§ **Instructions to follow**: Copy every line from the records that holds the word "roads".

Extracted records:

>>

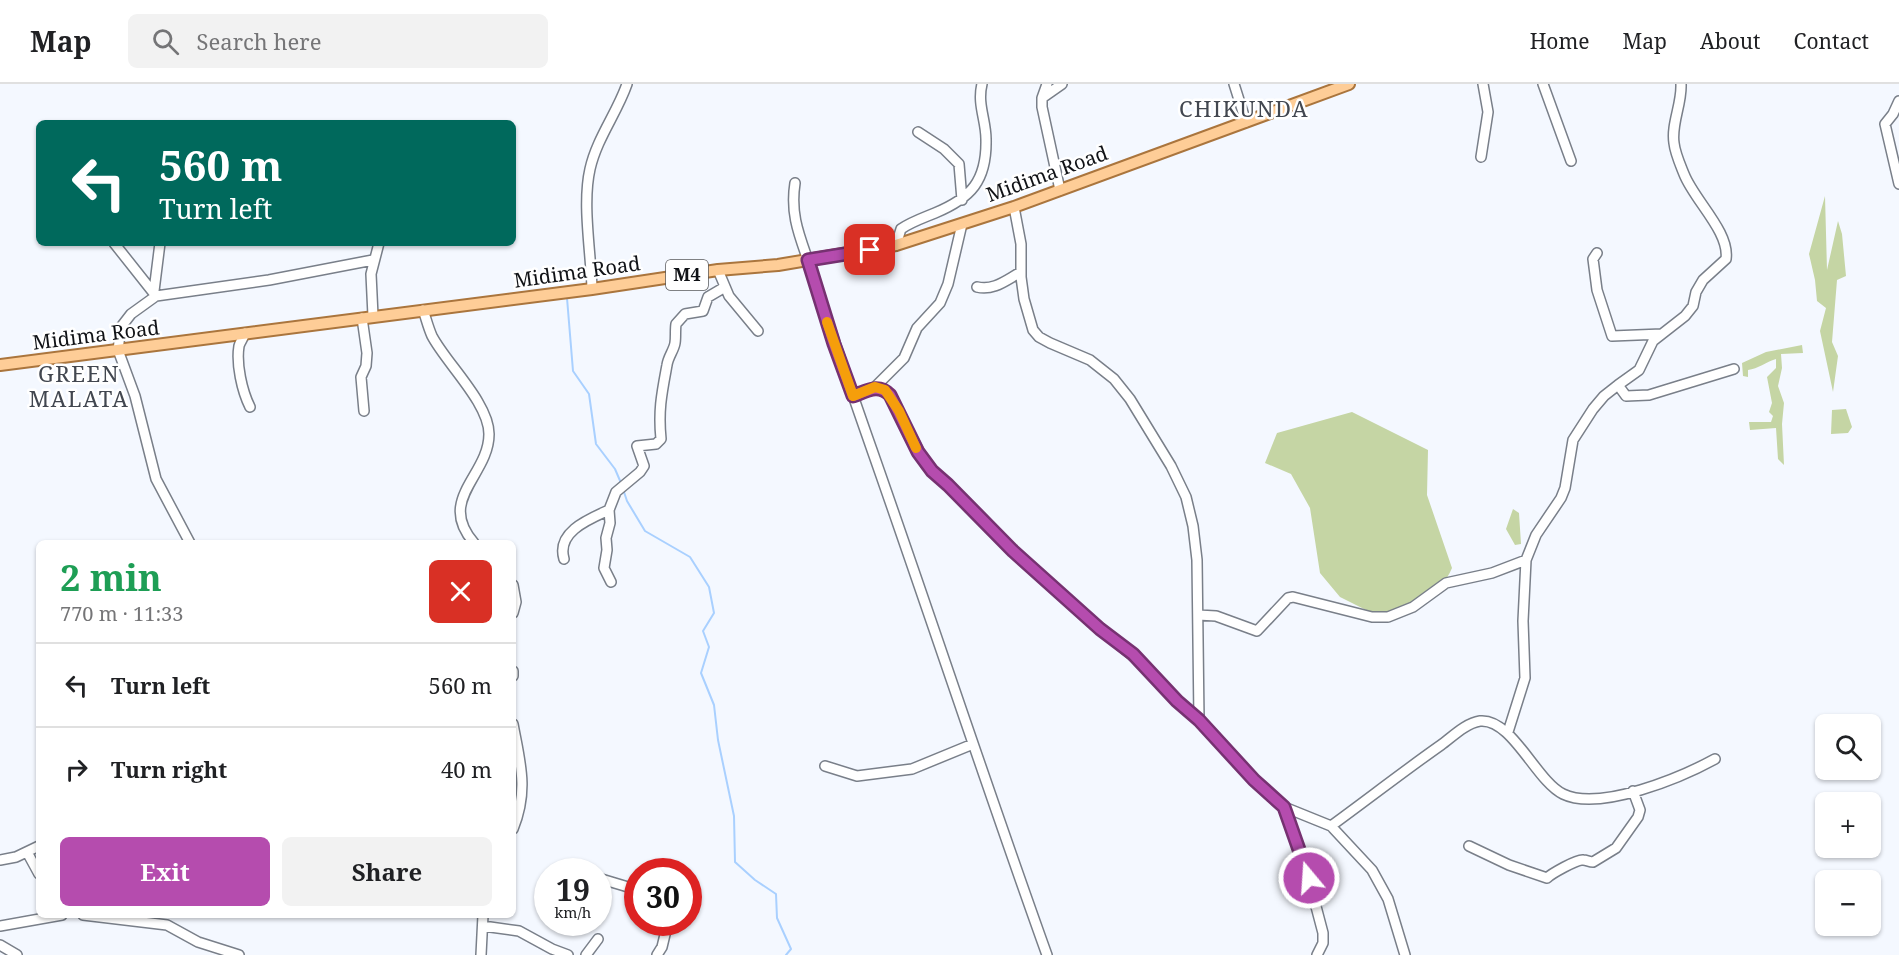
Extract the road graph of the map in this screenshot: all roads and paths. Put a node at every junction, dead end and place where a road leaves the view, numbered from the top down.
1 (627, 84) edge
2 (982, 84) edge
3 (1047, 84) edge
4 (1062, 84) edge
5 (1234, 84) edge
6 (1349, 84) edge
7 (1483, 84) edge
8 (1543, 84) edge
9 (1681, 84) edge
10 (1042, 98) junction
11 (1899, 101) edge
12 (1245, 122) junction
13 (918, 132) dead end
14 (1481, 158) dead end
15 (1570, 161) dead end
16 (795, 183) dead end
17 (1899, 184) edge
18 (1060, 190) junction
19 (962, 200) junction
20 (1014, 207) junction
21 (962, 224) junction
22 (896, 245) junction
23 (116, 246) edge
24 (160, 246) edge
25 (378, 246) edge
26 (1597, 253) dead end
27 (373, 260) junction
28 (808, 260) junction
29 (718, 270) junction
30 (1021, 272) junction
31 (725, 287) junction
32 (977, 287) dead end
33 (592, 289) junction
34 (155, 293) junction
35 (423, 309) junction
36 (368, 317) junction
37 (758, 331) dead end
38 (245, 333) junction
39 (1662, 334) junction
40 (118, 350) junction
41 (0, 365) edge
42 (1734, 369) dead end
43 (1618, 386) junction
44 (875, 387) junction
45 (853, 396) junction
46 (250, 407) dead end
47 (364, 411) dead end
48 (609, 510) junction
49 (188, 540) edge
50 (472, 540) edge
51 (564, 559) dead end
52 (1526, 560) junction
53 (610, 582) dead end
54 (1198, 615) junction
55 (1199, 720) junction
56 (1508, 732) junction
57 (516, 737) edge
58 (973, 744) junction
59 (1715, 759) dead end
60 (825, 766) dead end
61 (1633, 791) junction
62 (1284, 807) junction
63 (516, 820) edge
64 (1331, 826) junction
65 (1469, 846) dead end
66 (36, 848) edge
67 (27, 852) junction
68 (0, 860) edge
69 (36, 868) edge
70 (45, 918) edge
71 (106, 918) edge
72 (483, 918) edge
73 (0, 926) edge
74 (483, 926) junction
75 (665, 936) edge
76 (598, 939) dead end
77 (0, 945) edge
78 (17, 955) edge
79 (239, 955) edge
80 (481, 955) edge
81 (568, 955) edge
82 (586, 955) edge
83 (657, 955) edge
84 (1047, 955) edge
85 (1317, 955) edge
86 (1405, 955) edge

1 - 33 street
2 - 19 street
3 - 10 street
4 - 10 street
5 - 12 street
6 - 12 main road, Midima Road / M4
7 - 14 street
8 - 15 street
9 - 39 street
10 - 18 street
11 - 17 street
12 - 18 main road, Midima Road / M4
13 - 19 street
16 - 28 street
18 - 20 main road, Midima Road / M4
19 - 22 street
20 - 21 main road, Midima Road / M4
20 - 30 street
21 - 22 main road, Midima Road / M4
21 - 44 street
22 - 28 main road, Midima Road / M4
23 - 34 street
24 - 34 street
25 - 27 street
26 - 39 street
27 - 34 street
27 - 36 street
28 - 29 main road, Midima Road / M4
28 - 45 street
29 - 31 street
29 - 33 main road, Midima Road / M4
30 - 32 street
30 - 54 street
31 - 37 street
31 - 48 street
33 - 35 main road, Midima Road / M4
34 - 40 street
35 - 36 main road, Midima Road / M4
35 - 50 street
36 - 38 main road, Midima Road / M4
36 - 47 street
38 - 40 main road, Midima Road / M4
38 - 46 street
39 - 43 street
40 - 41 main road, Midima Road / M4
40 - 49 street
42 - 43 street
43 - 52 street
44 - 45 street
44 - 55 street
45 - 58 street
48 - 51 street
48 - 53 street
52 - 54 street
52 - 56 street
54 - 55 street
55 - 62 street
56 - 61 street
56 - 64 street
57 - 63 street
58 - 60 street
58 - 84 street
59 - 61 street
61 - 65 street
62 - 64 street
62 - 85 street
64 - 86 street
66 - 67 street
67 - 68 street
67 - 69 street
70 - 73 street
71 - 79 street
72 - 74 street
74 - 80 street
74 - 81 street
75 - 83 street
76 - 82 street
77 - 78 street

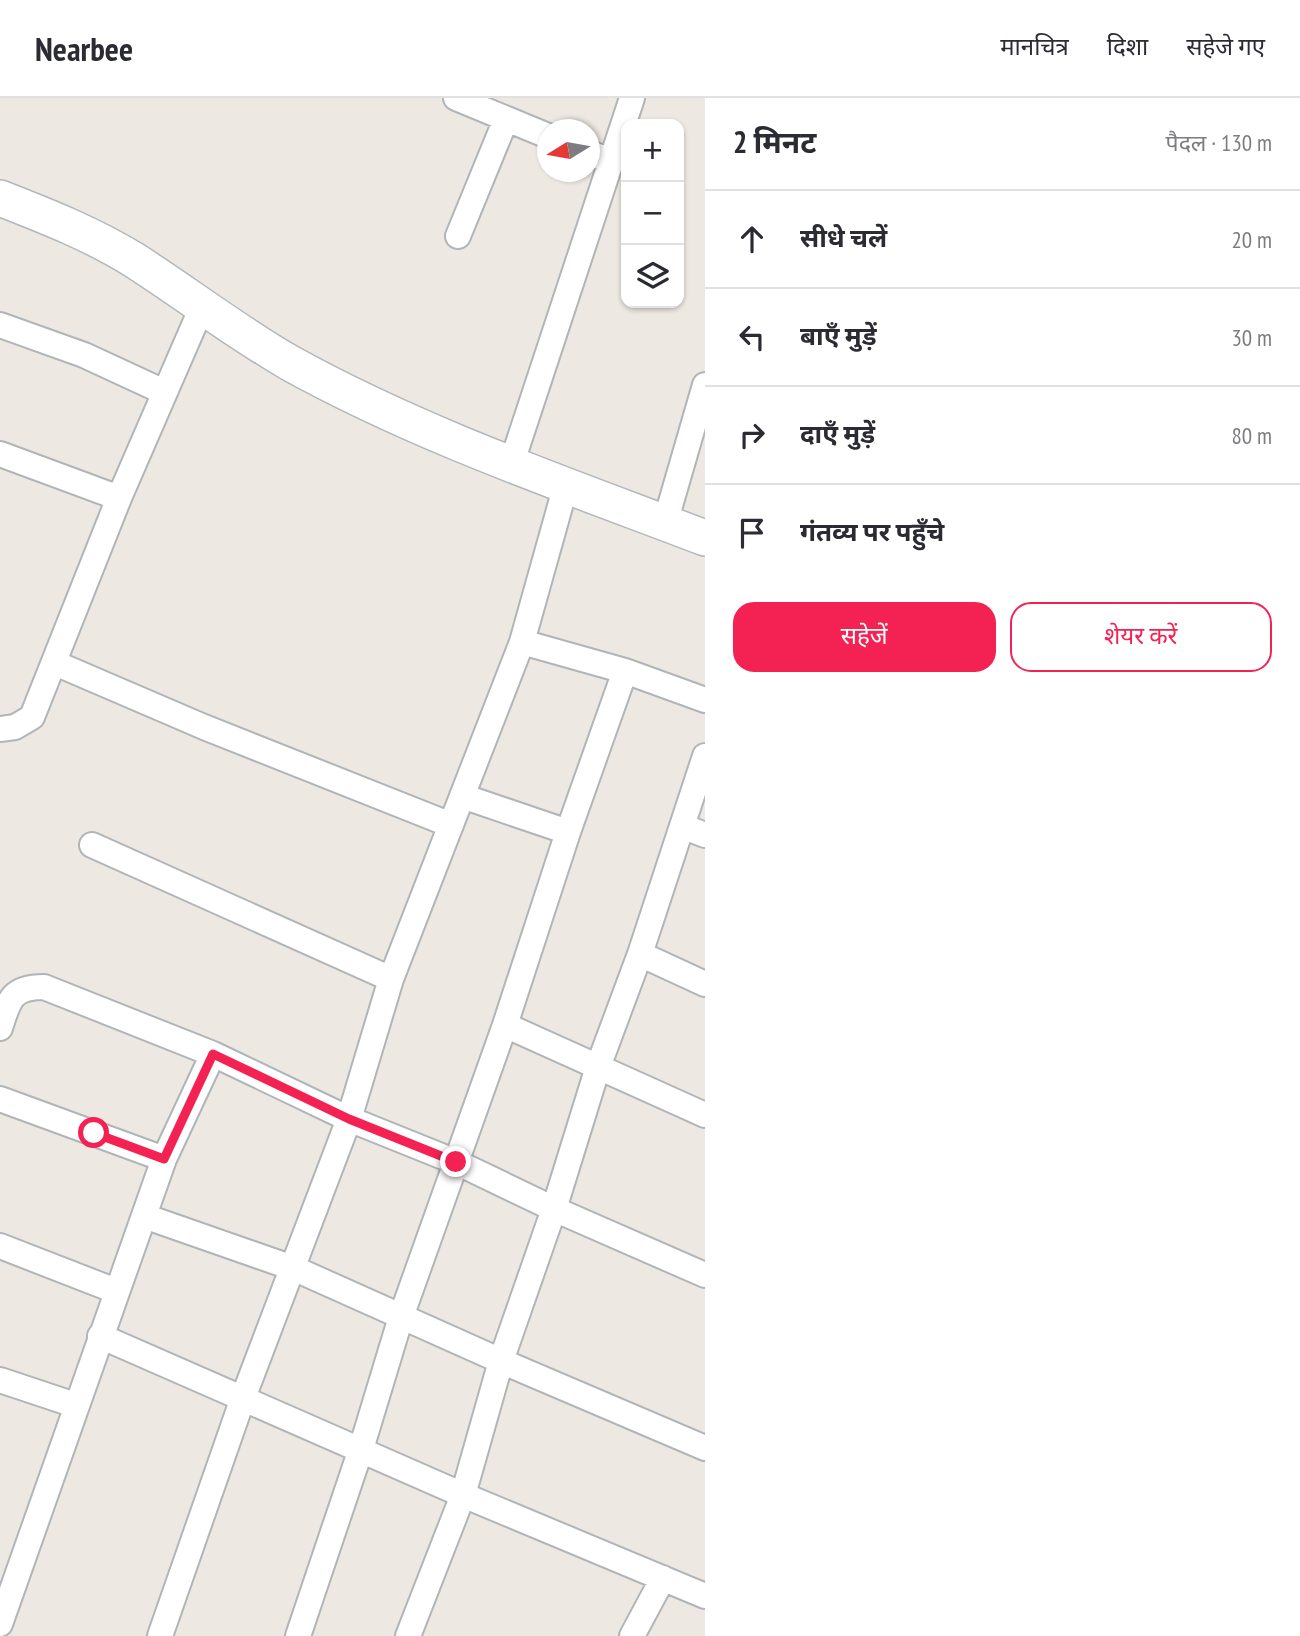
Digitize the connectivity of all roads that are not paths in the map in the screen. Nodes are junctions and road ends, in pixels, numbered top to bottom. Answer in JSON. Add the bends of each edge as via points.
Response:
{"nodes":[{"id":1,"x":456,"y":98,"type":"edge"},
{"id":2,"x":632,"y":98,"type":"edge"},
{"id":3,"x":506,"y":118,"type":"junction"},
{"id":4,"x":537,"y":131,"type":"edge"},
{"id":5,"x":600,"y":157,"type":"edge"},
{"id":6,"x":593,"y":182,"type":"edge"},
{"id":7,"x":0,"y":198,"type":"edge"},
{"id":8,"x":458,"y":236,"type":"dead end"},
{"id":9,"x":202,"y":307,"type":"junction"},
{"id":10,"x":0,"y":325,"type":"edge"},
{"id":11,"x":705,"y":385,"type":"edge"},
{"id":12,"x":164,"y":392,"type":"junction"},
{"id":13,"x":0,"y":454,"type":"edge"},
{"id":14,"x":511,"y":465,"type":"junction"},
{"id":15,"x":566,"y":485,"type":"junction"},
{"id":16,"x":118,"y":498,"type":"junction"},
{"id":17,"x":665,"y":523,"type":"junction"},
{"id":18,"x":705,"y":538,"type":"edge"},
{"id":19,"x":522,"y":642,"type":"junction"},
{"id":20,"x":55,"y":663,"type":"junction"},
{"id":21,"x":625,"y":671,"type":"junction"},
{"id":22,"x":705,"y":700,"type":"edge"},
{"id":23,"x":0,"y":729,"type":"edge"},
{"id":24,"x":705,"y":756,"type":"edge"},
{"id":25,"x":462,"y":796,"type":"junction"},
{"id":26,"x":451,"y":824,"type":"junction"},
{"id":27,"x":694,"y":830,"type":"edge"},
{"id":28,"x":568,"y":832,"type":"junction"},
{"id":29,"x":92,"y":845,"type":"dead end"},
{"id":30,"x":640,"y":954,"type":"junction"},
{"id":31,"x":391,"y":979,"type":"junction"},
{"id":32,"x":705,"y":984,"type":"edge"},
{"id":33,"x":505,"y":1025,"type":"junction"},
{"id":34,"x":0,"y":1028,"type":"edge"},
{"id":35,"x":213,"y":1054,"type":"junction"},
{"id":36,"x":598,"y":1067,"type":"junction"},
{"id":37,"x":0,"y":1098,"type":"edge"},
{"id":38,"x":705,"y":1115,"type":"edge"},
{"id":39,"x":349,"y":1119,"type":"junction"},
{"id":40,"x":164,"y":1159,"type":"junction"},
{"id":41,"x":456,"y":1162,"type":"junction"},
{"id":42,"x":554,"y":1209,"type":"junction"},
{"id":43,"x":144,"y":1216,"type":"junction"},
{"id":44,"x":0,"y":1246,"type":"edge"},
{"id":45,"x":293,"y":1268,"type":"junction"},
{"id":46,"x":705,"y":1275,"type":"edge"},
{"id":47,"x":116,"y":1291,"type":"junction"},
{"id":48,"x":401,"y":1317,"type":"junction"},
{"id":49,"x":100,"y":1336,"type":"junction"},
{"id":50,"x":501,"y":1361,"type":"junction"},
{"id":51,"x":0,"y":1380,"type":"edge"},
{"id":52,"x":243,"y":1398,"type":"junction"},
{"id":53,"x":75,"y":1405,"type":"junction"},
{"id":54,"x":705,"y":1448,"type":"edge"},
{"id":55,"x":361,"y":1449,"type":"junction"},
{"id":56,"x":463,"y":1495,"type":"junction"},
{"id":57,"x":11,"y":1559,"type":"edge"},
{"id":58,"x":663,"y":1578,"type":"junction"},
{"id":59,"x":705,"y":1596,"type":"edge"},
{"id":60,"x":0,"y":1624,"type":"edge"},
{"id":61,"x":160,"y":1636,"type":"edge"},
{"id":62,"x":298,"y":1636,"type":"edge"},
{"id":63,"x":408,"y":1636,"type":"edge"},
{"id":64,"x":632,"y":1636,"type":"edge"}],
"edges":[{"from":1,"to":3,"type":"street"},
{"from":2,"to":5,"type":"street"},
{"from":3,"to":4,"type":"street"},
{"from":3,"to":8,"type":"street"},
{"from":6,"to":14,"type":"street"},
{"from":7,"to":9,"type":"street","via":[[97,239]]},
{"from":9,"to":12,"type":"street"},
{"from":9,"to":14,"type":"street","via":[[289,362]]},
{"from":10,"to":12,"type":"street","via":[[84,355]]},
{"from":11,"to":17,"type":"street"},
{"from":12,"to":16,"type":"street"},
{"from":13,"to":16,"type":"street"},
{"from":14,"to":15,"type":"street"},
{"from":15,"to":17,"type":"street"},
{"from":15,"to":19,"type":"street"},
{"from":16,"to":20,"type":"street"},
{"from":17,"to":18,"type":"street"},
{"from":19,"to":21,"type":"street"},
{"from":19,"to":25,"type":"street"},
{"from":20,"to":23,"type":"street","via":[[32,717]]},
{"from":20,"to":26,"type":"street"},
{"from":21,"to":22,"type":"street"},
{"from":21,"to":28,"type":"street"},
{"from":24,"to":27,"type":"street"},
{"from":25,"to":26,"type":"street"},
{"from":25,"to":28,"type":"street"},
{"from":26,"to":31,"type":"street"},
{"from":27,"to":30,"type":"street"},
{"from":28,"to":33,"type":"street"},
{"from":29,"to":31,"type":"street"},
{"from":30,"to":32,"type":"street"},
{"from":30,"to":36,"type":"street"},
{"from":31,"to":39,"type":"street"},
{"from":33,"to":36,"type":"street"},
{"from":33,"to":41,"type":"street"},
{"from":34,"to":35,"type":"street","via":[[9,1000],[29,987],[44,987]]},
{"from":35,"to":39,"type":"street"},
{"from":35,"to":40,"type":"street"},
{"from":36,"to":38,"type":"street"},
{"from":36,"to":42,"type":"street"},
{"from":37,"to":40,"type":"street"},
{"from":39,"to":41,"type":"street"},
{"from":39,"to":45,"type":"street"},
{"from":40,"to":43,"type":"street"},
{"from":41,"to":42,"type":"street"},
{"from":41,"to":48,"type":"street"},
{"from":42,"to":46,"type":"street"},
{"from":42,"to":50,"type":"street"},
{"from":43,"to":45,"type":"street"},
{"from":43,"to":47,"type":"street"},
{"from":44,"to":47,"type":"street"},
{"from":45,"to":48,"type":"street"},
{"from":45,"to":52,"type":"street"},
{"from":47,"to":49,"type":"street"},
{"from":48,"to":50,"type":"street"},
{"from":48,"to":55,"type":"street"},
{"from":49,"to":52,"type":"street"},
{"from":49,"to":53,"type":"street"},
{"from":50,"to":54,"type":"street"},
{"from":50,"to":56,"type":"street"},
{"from":51,"to":53,"type":"street"},
{"from":52,"to":55,"type":"street"},
{"from":52,"to":61,"type":"street"},
{"from":53,"to":57,"type":"street"},
{"from":55,"to":56,"type":"street"},
{"from":55,"to":62,"type":"street"},
{"from":56,"to":58,"type":"street"},
{"from":56,"to":63,"type":"street"},
{"from":57,"to":60,"type":"street"},
{"from":58,"to":59,"type":"street"},
{"from":58,"to":64,"type":"street"}]}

<<

§ **Result for this task**:
Extract the road graph of the map in this screenshot: all roads and paths. Put a node at every junction, dead end and place where a road leaves the view, numbered from the top down.
Digitize the connectivity of all roads that are not paths in the map in the screen. Nodes are junctions and road ends, in pixels, numbered top to bottom. Answer in JSON. Add the bends of each edge as via points.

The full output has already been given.